TASK>
The full listing should be written out verbatim, and its images should be dropped.
---+---
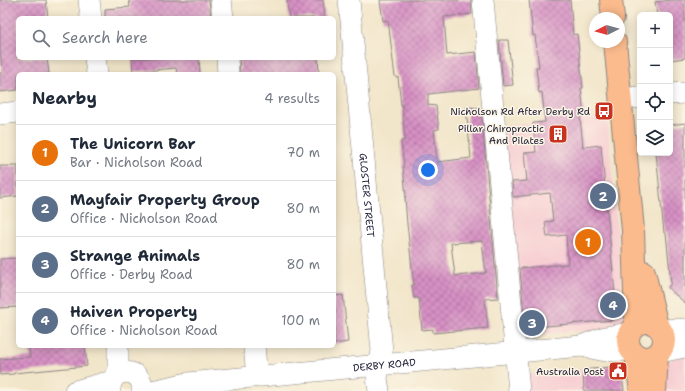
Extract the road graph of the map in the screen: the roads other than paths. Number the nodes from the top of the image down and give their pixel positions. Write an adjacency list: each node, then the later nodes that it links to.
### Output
1 (89, 0): 7 (street)
2 (221, 0): 8 (street)
3 (349, 0): 26 (street, GLOSTER STREET)
4 (483, 0): 25 (street)
5 (611, 0): 6 (main road)
6 (612, 12)
7 (91, 16)
8 (223, 16)
9 (617, 48): 16 (main road)
10 (95, 60): 12 (street)
11 (226, 60): 13 (street)
12 (97, 72)
13 (228, 72)
14 (685, 93): 15 (street)
15 (673, 94)
16 (630, 98): 20 (main road)
17 (16, 112): 18 (street)
18 (0, 114)
19 (685, 329): 20 (street, DERBY ROAD)
20 (646, 341): 21 (street, DERBY ROAD); 25 (street, DERBY ROAD); 32 (main road); 33 (main road)
21 (685, 347)
22 (119, 348): 28 (street)
23 (126, 348): 28 (street)
24 (254, 348): 27 (street)
25 (515, 352): 26 (street, DERBY ROAD); 31 (street)
26 (380, 365): 27 (street, DERBY ROAD); 30 (street, GLOSTER STREET)
27 (256, 376): 28 (street, DERBY ROAD)
28 (129, 383): 29 (street, DERBY ROAD)
29 (75, 391)
30 (379, 391)
31 (519, 391)
32 (641, 391)
33 (655, 391)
---+---
OUTPUT OF THE TASK>
Extract the road graph of the map in the screen: the roads other than paths. Number the nodes from the top of the image down and give their pixel positions. Write an adjacency list: each node, then the later nodes that it links to.
### Output
1 (89, 0): 7 (street)
2 (221, 0): 8 (street)
3 (349, 0): 26 (street, GLOSTER STREET)
4 (483, 0): 25 (street)
5 (611, 0): 6 (main road)
6 (612, 12)
7 (91, 16)
8 (223, 16)
9 (617, 48): 16 (main road)
10 (95, 60): 12 (street)
11 (226, 60): 13 (street)
12 (97, 72)
13 (228, 72)
14 (685, 93): 15 (street)
15 (673, 94)
16 (630, 98): 20 (main road)
17 (16, 112): 18 (street)
18 (0, 114)
19 (685, 329): 20 (street, DERBY ROAD)
20 (646, 341): 21 (street, DERBY ROAD); 25 (street, DERBY ROAD); 32 (main road); 33 (main road)
21 (685, 347)
22 (119, 348): 28 (street)
23 (126, 348): 28 (street)
24 (254, 348): 27 (street)
25 (515, 352): 26 (street, DERBY ROAD); 31 (street)
26 (380, 365): 27 (street, DERBY ROAD); 30 (street, GLOSTER STREET)
27 (256, 376): 28 (street, DERBY ROAD)
28 (129, 383): 29 (street, DERBY ROAD)
29 (75, 391)
30 (379, 391)
31 (519, 391)
32 (641, 391)
33 (655, 391)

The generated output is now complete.